[Collection entries]
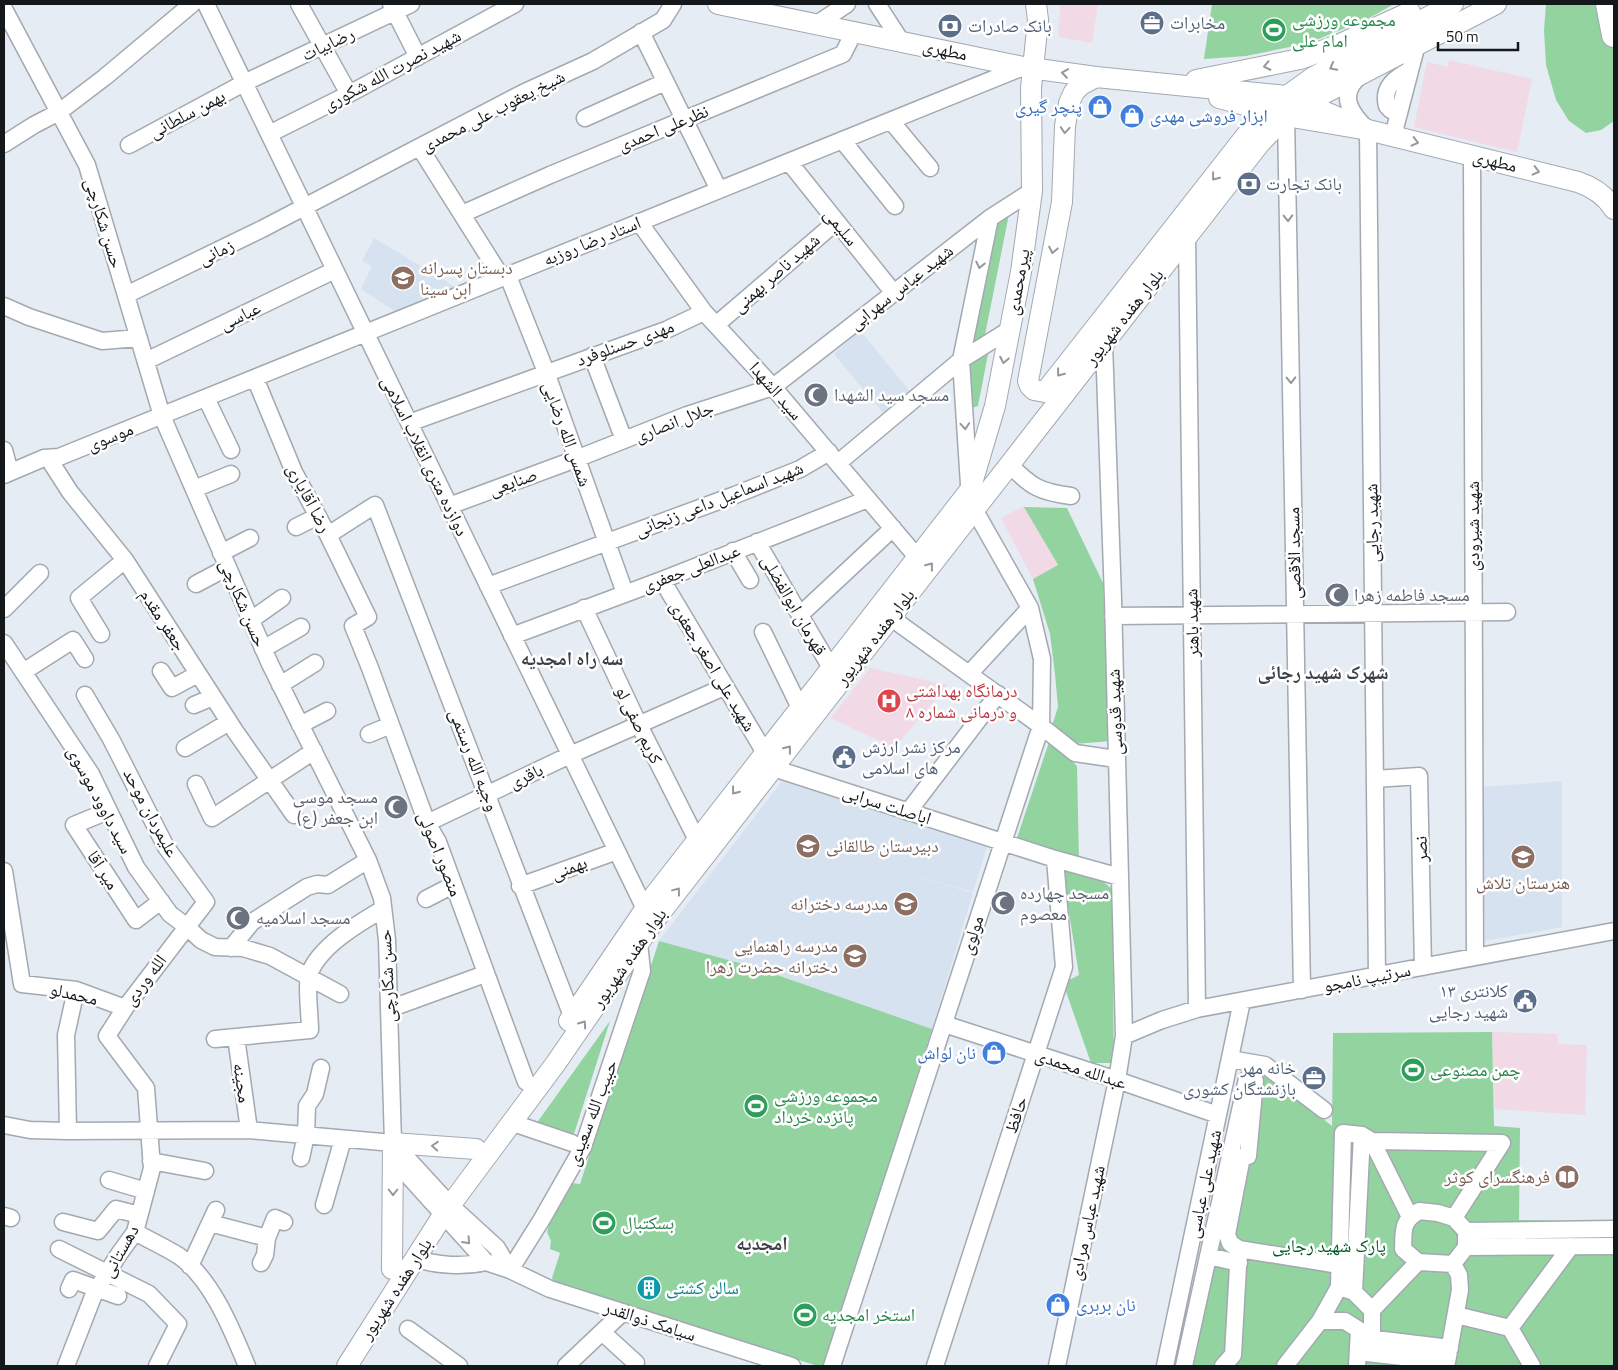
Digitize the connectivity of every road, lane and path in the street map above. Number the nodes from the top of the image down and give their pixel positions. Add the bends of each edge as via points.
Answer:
1 (192, 4) edge
2 (206, 4) edge
3 (299, 4) edge
4 (411, 4) edge
5 (515, 4) edge
6 (673, 4) edge
7 (718, 4) edge
8 (847, 4) edge
9 (877, 4) edge
10 (1036, 4) edge
11 (1426, 4) edge
12 (1453, 4) edge
13 (1496, 4) edge
14 (1608, 4) edge
15 (393, 8) edge
16 (4, 9) edge
17 (817, 24) junction
18 (641, 32) junction
19 (854, 32) junction
20 (1614, 34) edge
21 (901, 41) junction
22 (1418, 44) junction
23 (322, 47) junction
24 (418, 57) junction
25 (1028, 68) junction
26 (1367, 70) junction
27 (1096, 77) junction
28 (666, 82) junction
29 (244, 84) junction
30 (1174, 85) junction
31 (348, 94) junction
32 (1287, 96) junction
33 (1306, 103) junction
34 (59, 112) junction
35 (1277, 114) junction
36 (585, 118) dead end
37 (684, 120) junction
38 (891, 121) junction
39 (1368, 130) junction
40 (269, 134) junction
41 (1393, 136) junction
42 (842, 140) junction
43 (4, 144) edge
44 (129, 145) dead end
45 (420, 148) junction
46 (1472, 156) junction
47 (789, 162) junction
48 (930, 168) dead end
49 (719, 190) junction
50 (1032, 191) junction
51 (895, 206) dead end
52 (305, 207) junction
53 (1614, 209) edge
54 (462, 214) junction
55 (990, 218) junction
56 (639, 222) junction
57 (836, 222) junction
58 (1187, 236) junction
59 (335, 270) junction
60 (505, 277) junction
61 (893, 292) junction
62 (126, 295) junction
63 (4, 306) edge
64 (704, 312) junction
65 (717, 324) junction
66 (1009, 330) junction
67 (366, 333) junction
68 (139, 338) junction
69 (1104, 344) junction
70 (592, 356) junction
71 (961, 360) junction
72 (146, 362) junction
73 (546, 372) junction
74 (255, 378) junction
75 (773, 387) junction
76 (1045, 392) joint
77 (206, 398) junction
78 (162, 416) junction
79 (409, 423) junction
80 (624, 440) junction
81 (4, 450) edge
82 (231, 450) dead end
83 (834, 458) junction
84 (576, 459) junction
85 (55, 461) junction
86 (1009, 464) junction
87 (231, 474) dead end
88 (6, 478) edge
89 (194, 489) junction
90 (1071, 496) dead end
91 (868, 499) junction
92 (972, 500) junction
93 (449, 506) junction
94 (318, 516) junction
95 (296, 526) dead end
96 (893, 528) junction
97 (328, 535) junction
98 (250, 538) dead end
99 (757, 542) junction
100 (607, 543) junction
101 (733, 551) junction
102 (917, 557) junction
103 (125, 560) junction
104 (224, 560) junction
105 (40, 573) dead end
106 (662, 580) junction
107 (750, 580) dead end
108 (196, 584) dead end
109 (488, 586) junction
110 (625, 593) junction
111 (282, 598) dead end
112 (584, 608) junction
113 (1030, 608) junction
114 (4, 609) edge
115 (1473, 612) junction
116 (1507, 612) dead end
117 (1373, 613) junction
118 (801, 614) junction
119 (1296, 614) junction
120 (1192, 615) junction
121 (1112, 616) junction
122 (890, 617) junction
123 (251, 620) junction
124 (353, 626) joint
125 (301, 627) dead end
126 (763, 632) dead end
127 (101, 634) dead end
128 (512, 636) junction
129 (4, 643) edge
130 (263, 650) junction
131 (85, 659) dead end
132 (315, 663) dead end
133 (831, 668) junction
134 (161, 671) dead end
135 (23, 672) junction
136 (198, 674) junction
137 (969, 674) junction
138 (280, 685) junction
139 (724, 687) junction
140 (998, 694) junction
141 (85, 695) dead end
142 (213, 697) junction
143 (194, 705) dead end
144 (800, 708) junction
145 (327, 711) dead end
146 (229, 722) junction
147 (300, 725) junction
148 (391, 725) junction
149 (639, 726) junction
150 (1041, 726) junction
151 (369, 734) dead end
152 (185, 748) dead end
153 (314, 751) junction
154 (570, 755) junction
155 (1116, 759) junction
156 (769, 761) junction
157 (1375, 779) junction
158 (269, 780) junction
159 (196, 784) dead end
160 (487, 794) junction
161 (108, 811) junction
162 (908, 812) junction
163 (294, 815) dead end
164 (427, 823) junction
165 (697, 840) junction
166 (1002, 842) junction
167 (617, 851) junction
168 (1055, 859) junction
169 (368, 860) junction
170 (4, 871) edge
171 (1120, 877) junction
172 (453, 885) junction
173 (520, 886) junction
174 (426, 899) dead end
175 (161, 902) junction
176 (383, 909) junction
177 (645, 909) junction
178 (186, 926) junction
179 (1614, 931) edge
180 (9, 941) edge
181 (639, 943) junction
182 (231, 948) junction
183 (1474, 957) junction
184 (1423, 967) junction
185 (485, 974) junction
186 (1377, 976) junction
187 (308, 977) junction
188 (76, 990) junction
189 (1302, 990) junction
190 (340, 994) dead end
191 (1242, 1001) junction
192 (125, 1008) junction
193 (389, 1009) junction
194 (1197, 1009) junction
195 (572, 1016) junction
196 (944, 1024) junction
197 (107, 1036) joint
198 (1124, 1036) junction
199 (236, 1037) junction
200 (215, 1038) dead end
201 (1036, 1054) junction
202 (1230, 1059) junction
203 (321, 1068) dead end
204 (1117, 1080) junction
205 (526, 1082) junction
206 (1324, 1110) dead end
207 (1218, 1115) junction
208 (513, 1123) junction
209 (4, 1125) edge
210 (249, 1130) junction
211 (68, 1131) junction
212 (148, 1131) junction
213 (306, 1135) junction
214 (343, 1138) junction
215 (1367, 1138) junction
216 (572, 1143) dead end
217 (476, 1148) junction
218 (393, 1151) junction
219 (301, 1158) dead end
220 (151, 1161) junction
221 (205, 1171) dead end
222 (110, 1180) dead end
223 (146, 1190) junction
224 (324, 1205) dead end
225 (442, 1205) junction
226 (139, 1215) junction
227 (1410, 1217) junction
228 (1454, 1218) junction
229 (63, 1222) dead end
230 (284, 1222) dead end
231 (1614, 1229) edge
232 (135, 1232) junction
233 (267, 1238) junction
234 (1466, 1239) junction
235 (1571, 1246) junction
236 (1614, 1246) edge
237 (59, 1249) dead end
238 (1208, 1256) junction
239 (1239, 1256) junction
240 (414, 1258) junction
241 (261, 1262) dead end
242 (486, 1262) junction
243 (1418, 1262) junction
244 (1339, 1264) junction
245 (1454, 1264) junction
246 (190, 1266) junction
247 (392, 1269) junction
248 (510, 1270) junction
249 (108, 1272) junction
250 (1339, 1287) junction
251 (98, 1288) junction
252 (69, 1289) dead end
253 (1354, 1292) junction
254 (118, 1296) dead end
255 (1372, 1310) junction
256 (622, 1312) junction
257 (1456, 1315) junction
258 (1320, 1322) junction
259 (1510, 1328) junction
260 (408, 1329) dead end
261 (602, 1332) junction
262 (1362, 1348) edge
263 (636, 1363) dead end
264 (768, 1363) edge
265 (353, 1364) edge
266 (66, 1366) edge
267 (157, 1366) edge
268 (247, 1366) edge
269 (331, 1366) edge
270 (459, 1366) edge
271 (568, 1366) edge
272 (792, 1366) edge
273 (832, 1366) edge
274 (935, 1366) edge
275 (1057, 1366) edge
276 (1165, 1366) edge
277 (1184, 1366) edge
278 (1223, 1366) edge
279 (1285, 1366) edge
280 (1532, 1366) edge

1 - 34 street
2 - 29 street, دوازده متری انقلاب اسلامی
3 - 23 street
4 - 15 street, رضابیات
5 - 24 street, شهید نصرت الله شکوری
6 - 18 street, شیخ یعقوب علی محمدی via 663,20
7 - 17 main road, مطهری
8 - 17 street
9 - 21 street
10 - 25 main road, پیرمحمدی via 1038,20
11 -> 30 main road via 1338,46 1300,59
12 -> 32 main road, بلوار هفده شهریور via 1317,76
13 - 22 main road, بلوار هفده شهریور
14 - 20 highway
15 - 23 street, رضابیات
15 - 24 street
16 - 34 street, حسن شکارچی
17 - 19 main road, مطهری
18 - 28 street
18 - 45 street, شیخ یعقوب علی محمدی via 593,61 522,93
19 - 21 main road, مطهری
19 - 37 street, نظرعلی احمدی via 842,54
21 - 25 main road, مطهری
22 - 26 main road, بلوار هفده شهریور
22 - 41 street
23 - 29 street, رضابیات
23 - 31 street
24 - 31 street, شهید نصرت الله شکوری
27 -> 25 main road, مطهری
25 - 38 street, استاد رضا روزبه
25 - 50 main road, پیرمحمدی
26 - 33 main road, بلوار هفده شهریور
26 - 39 street via 1351,86 1348,103 1354,117
27 - 30 main road, مطهری
27 -> 76 main road, پیرمحمدی via 1074,92 1065,126 1062,202 1028,382 1034,390
28 - 36 street
28 - 37 street
29 - 40 street, دوازده متری انقلاب اسلامی
29 - 44 street, بهمن سلطانی
30 - 32 main road
30 - 35 main road
31 - 40 street, شهید نصرت الله شکوری
32 - 33 main road
32 - 35 main road, بلوار هفده شهریور
33 - 35 main road, بلوار هفده شهریور
33 - 39 main road
34 - 43 street
34 - 62 street, حسن شکارچی via 87,165
35 - 39 main road
35 - 58 main road, بلوار هفده شهریور via 1260,143
35 -> 76 main road, بلوار هفده شهریور via 1248,133
35 -> 119 street, مسجد الاقصی
37 - 49 street
37 - 54 street, نظرعلی احمدی
38 - 42 street, استاد رضا روزبه
38 - 48 street
39 - 41 main road, مطهری
39 - 117 street, شهید رجایی
40 - 52 street, دوازده متری انقلاب اسلامی
41 -> 46 main road, مطهری
42 - 47 street, استاد رضا روزبه
42 - 51 street
45 - 52 street, شیخ یعقوب علی محمدی
45 - 54 street, شمس الله رضایی
46 -> 53 main road, مطهری via 1578,182 1604,196
46 - 115 street, شهید شیرودی
47 - 49 street, استاد رضا روزبه
47 - 57 street, سلیمی
49 - 56 street, استاد رضا روزبه
50 - 55 street, شهید عباس سهرابی
50 - 66 main road, پیرمحمدی
52 - 59 street, دوازده متری انقلاب اسلامی
52 - 62 street, زمانی
54 - 60 street, شمس الله رضایی
55 - 61 street, شهید عباس سهرابی
55 -> 71 street
56 - 60 street, استاد رضا روزبه
56 - 64 street, سید الشهدا
57 - 61 street, سلیمی
57 - 65 street, شهید ناصر بهمنی
58 - 69 main road, بلوار هفده شهریور
58 - 120 street, شهید باهنر
59 - 67 street, دوازده متری انقلاب اسلامی
59 - 72 street, عباسی
60 - 67 street, استاد رضا روزبه
60 - 73 street, شمس الله رضایی
61 - 75 street, شهید عباس سهرابی
62 - 68 street, حسن شکارچی
63 - 68 street via 102,341
64 - 65 street, سید الشهدا
64 - 70 street, مهدی حسنلوفرد via 666,330
65 - 75 street, سید الشهدا
66 - 71 street, شهید اسماعیل داعی زنجانی
66 -> 92 main road, پیرمحمدی
67 - 74 street, استاد رضا روزبه
67 - 79 street, دوازده متری انقلاب اسلامی
68 - 72 street, حسن شکارچی
69 - 86 main road, بلوار هفده شهریور
69 - 121 street, شهید قدوسی
70 - 73 street, مهدی حسنلوفرد
70 - 80 street
71 - 83 street, شهید اسماعیل داعی زنجانی
71 -> 92 street
72 - 78 street, حسن شکارچی
73 - 79 street, مهدی حسنلوفرد
73 - 84 street, شمس الله رضایی
74 - 77 street, استاد رضا روزبه
74 - 94 street, رضا آقایاری via 294,472
75 - 80 street, جلال انصاری
75 - 83 street, سید الشهدا
77 - 78 street, استاد رضا روزبه
77 - 82 street
78 - 85 street, موسوی
78 - 89 street, حسن شکارچی
79 - 93 street, دوازده متری انقلاب اسلامی
80 - 84 street, جلال انصاری
81 - 88 street
83 - 91 street, سید الشهدا
83 - 100 street, شهید اسماعیل داعی زنجانی
84 - 93 street, صنایعی
84 - 100 street, شمس الله رضایی
85 - 88 street, موسوی via 44,458
85 - 103 street, جعفر مقدم via 70,492
86 - 90 street via 1038,489
86 - 92 main road, بلوار هفده شهریور
87 - 89 street
89 - 104 street, حسن شکارچی
91 - 96 street, سید الشهدا
91 - 99 street, عبدالعلی جعفری
92 - 102 main road, بلوار هفده شهریور
92 - 113 street, مولوی
122 -> 92 main road, بلوار هفده شهریور
93 - 109 street, دوازده متری انقلاب اسلامی
94 - 95 street
94 - 97 street, رضا آقایاری
96 - 102 street, سید الشهدا
96 - 118 street
97 - 124 street, رضا آقایاری via 368,617
97 - 160 street, وجیه الله رستمی via 375,505
98 - 104 street
99 - 101 street, عبدالعلی جعفری
99 - 118 street, قهرمان ابوالفضلی
100 - 109 street, شهید اسماعیل داعی زنجانی
100 - 110 street, شمس الله رضایی
101 - 106 street, عبدالعلی جعفری
101 - 107 street
102 - 133 main road, بلوار هفده شهریور
103 - 127 street via 80,598
103 - 136 street, جعفر مقدم
104 - 108 street
104 - 123 street, حسن شکارچی
105 - 114 street
106 - 110 street, عبدالعلی جعفری
106 - 139 street, شهید علی اصغر جعفری
109 - 128 street, دوازده متری انقلاب اسلامی
110 - 112 street, عبدالعلی جعفری
111 - 123 street
112 - 128 street, عبدالعلی جعفری
112 - 149 street, کریم صفی لو
113 - 137 street
113 - 150 street, مولوی via 1042,659
115 - 116 street
115 - 117 street
115 - 183 street, شهید شیرودی
117 - 119 street
117 - 157 street, شهید رجایی
118 - 133 street, قهرمان ابوالفضلی
119 - 120 street
119 - 189 street, مسجد الاقصی
120 - 121 street
120 - 194 street, شهید باهنر
121 - 155 street, شهید قدوسی
122 - 137 street
156 -> 122 main road, بلوار هفده شهریور
123 - 130 street, حسن شکارچی
124 - 148 street, منصور اصولی
125 - 130 street
126 - 144 street
128 - 154 street, دوازده متری انقلاب اسلامی
129 - 135 street, سید داوود موسوی
130 - 138 street, حسن شکارچی
131 - 135 street via 73,640
132 - 138 street
133 - 144 main road, بلوار هفده شهریور
134 - 136 street via 172,688
135 - 161 street, سید داوود موسوی via 90,774
136 - 142 street, جعفر مقدم
137 - 140 street
138 - 147 street, حسن شکارچی
139 - 149 street, باقری
139 - 156 street, شهید علی اصغر جعفری
140 - 150 street
140 - 162 street
141 - 178 street, علیمردان موحد via 166,847 206,902
142 - 143 street
142 - 146 street, جعفر مقدم
144 - 156 main road, بلوار هفده شهریور
145 - 147 street
146 - 152 street
146 - 158 street, جعفر مقدم
147 - 153 street, حسن شکارچی
148 - 151 street
148 - 164 street, منصور اصولی
149 - 154 street, باقری
149 - 165 street, کریم صفی لو
150 - 155 street via 1076,753
150 - 166 street, مولوی
153 - 158 street
153 - 169 street, حسن شکارچی
154 - 160 street, باقری
154 - 167 street, دوازده متری انقلاب اسلامی
155 - 171 street, شهید قدوسی
156 - 162 street, اباصلت سرابی
156 -> 165 main road, بلوار هفده شهریور
181 -> 156 main road, بلوار هفده شهریور via 709,850
157 - 184 street, نصر via 1420,776
157 - 186 street, شهید رجایی
158 - 159 street via 212,818
158 - 163 street, جعفر مقدم
160 - 164 street, باقری
160 - 173 street, وجیه الله رستمی
161 - 175 street, سید داوود موسوی via 136,867
161 - 175 street, میر آقا via 74,825 136,920
162 - 166 street, اباصلت سرابی
164 - 172 street, منصور اصولی via 438,842
165 - 177 main road, بلوار هفده شهریور
166 - 168 street, اباصلت سرابی
166 - 196 street, مولوی
167 - 173 street, بهمنی
167 - 177 street, دوازده متری انقلاب اسلامی
168 - 171 street, اباصلت سرابی
168 - 201 street, حافظ via 1064,967
169 - 176 street, حسن شکارچی
169 - 182 street via 328,885 317,884 307,888 252,922
170 - 180 street
171 - 198 street, شهید قدوسی
172 - 174 street
172 - 185 street, منصور اصولی
173 - 195 street, وجیه الله رستمی
175 - 178 street, سید داوود موسوی
176 - 187 street via 349,929 316,961
176 - 193 street, حسن شکارچی
177 - 195 main road, بلوار هفده شهریور
178 - 182 street, سید داوود موسوی via 214,947
178 - 192 street, الله وردی
179 - 183 street, سرتیپ نامجو
180 - 188 street, محمدلو via 22,984
208 -> 181 main road, بلوار هفده شهریور
181 - 248 street, حبیب الله سعیدی via 642,971 583,1147
182 - 187 street, سید داوود موسوی via 270,956
183 - 184 street, سرتیپ نامجو
184 - 186 street, سرتیپ نامجو
185 - 193 street
185 - 205 street, منصور اصولی
186 - 189 street, سرتیپ نامجو
187 - 190 street, سید داوود موسوی
187 - 199 street via 310,1030
188 - 192 street, محمدلو
188 - 211 street via 66,1035
189 - 191 street, سرتیپ نامجو
191 - 194 street, سرتیپ نامجو
191 - 202 street, شهید علی عباسی
192 - 197 street, الله وردی
193 - 218 street, حسن شکارچی
194 - 198 street, سرتیپ نامجو
195 - 205 main road, بلوار هفده شهریور
196 - 201 street, عبدالله محمدی
196 - 273 street, مولوی
197 - 212 street, دهستانی via 146,1088
198 - 204 street, شهید قدوسی
199 - 200 street
199 - 210 street, مجینه
201 - 204 street, عبدالله محمدی
201 - 274 street, حافظ
202 - 206 street via 1265,1066
202 - 207 street, شهید علی عباسی
203 - 213 street via 315,1094 307,1106
204 - 207 street, عبدالله محمدی
204 - 275 street, شهید عباس مرادی
205 - 217 main road, بلوار هفده شهریور
207 - 276 street, شهید علی عباسی
208 - 216 street
208 - 225 main road, بلوار هفده شهریور
209 - 211 street via 30,1130
210 - 212 street
210 - 213 street
211 - 212 street
212 - 220 street, دهستانی
213 - 214 street
213 - 219 street
214 - 218 street
214 - 224 street
215 - 227 street
215 - 228 street via 1502,1143
215 - 244 street via 1343,1133
215 - 253 street
217 -> 218 main road
217 - 225 main road, بلوار هفده شهریور
218 - 225 street
218 -> 247 main road
220 - 221 street
220 - 223 street, دهستانی
222 - 223 street
223 - 226 street, دهستانی
225 - 240 main road, بلوار هفده شهریور
225 -> 242 street, سیامک ذوالقدر
225 - 247 main road, بلوار هفده شهریور
225 - 248 street via 497,1248
226 - 229 street via 116,1209 98,1231
226 - 232 street, دهستانی
227 - 228 street via 1419,1211
227 - 243 street via 1404,1225 1403,1249
228 - 234 street
230 - 233 street via 275,1218
231 - 234 street
232 - 246 street via 179,1256
232 - 249 street, دهستانی
233 - 241 street
233 - 246 street via 213,1216
234 - 235 street
234 - 245 street
235 - 236 street
235 - 259 street
237 - 249 street
238 - 239 street
238 - 239 street via 1247,1079 1255,1081 1248,1156 1242,1158 1227,1234
238 - 277 street
239 - 244 street
239 - 278 street via 1233,1355
240 - 242 street via 472,1266
240 - 265 main road, بلوار هفده شهریور
242 - 248 street, سیامک ذوالقدر
243 - 245 street
243 - 255 street
244 - 250 street
245 - 257 street via 1460,1290
246 - 268 street via 220,1306
247 - 269 main road, بلوار هفده شهریور
248 - 256 street, سیامک ذوالقدر via 550,1289
249 - 251 street, دهستانی
249 - 267 street via 149,1294 178,1324
250 - 253 street
250 - 258 street
251 - 252 street via 73,1280
251 - 254 street
251 - 266 street, دهستانی
253 - 255 street
255 - 262 street
256 - 261 street
256 - 264 street, سیامک ذوالقدر
257 - 259 street
257 - 262 street via 1447,1362
258 - 262 street via 1344,1321 1359,1330
258 - 279 street
259 - 280 street
260 - 270 street
261 - 263 street
261 - 271 street
264 - 272 street, سیامک ذوالقدر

- _Exercise details_
Scan the lines above for the word "زنجانی" and copy every one where it occurs.

- _Response_
66 - 71 street, شهید اسماعیل داعی زنجانی
71 - 83 street, شهید اسماعیل داعی زنجانی
83 - 100 street, شهید اسماعیل داعی زنجانی
100 - 109 street, شهید اسماعیل داعی زنجانی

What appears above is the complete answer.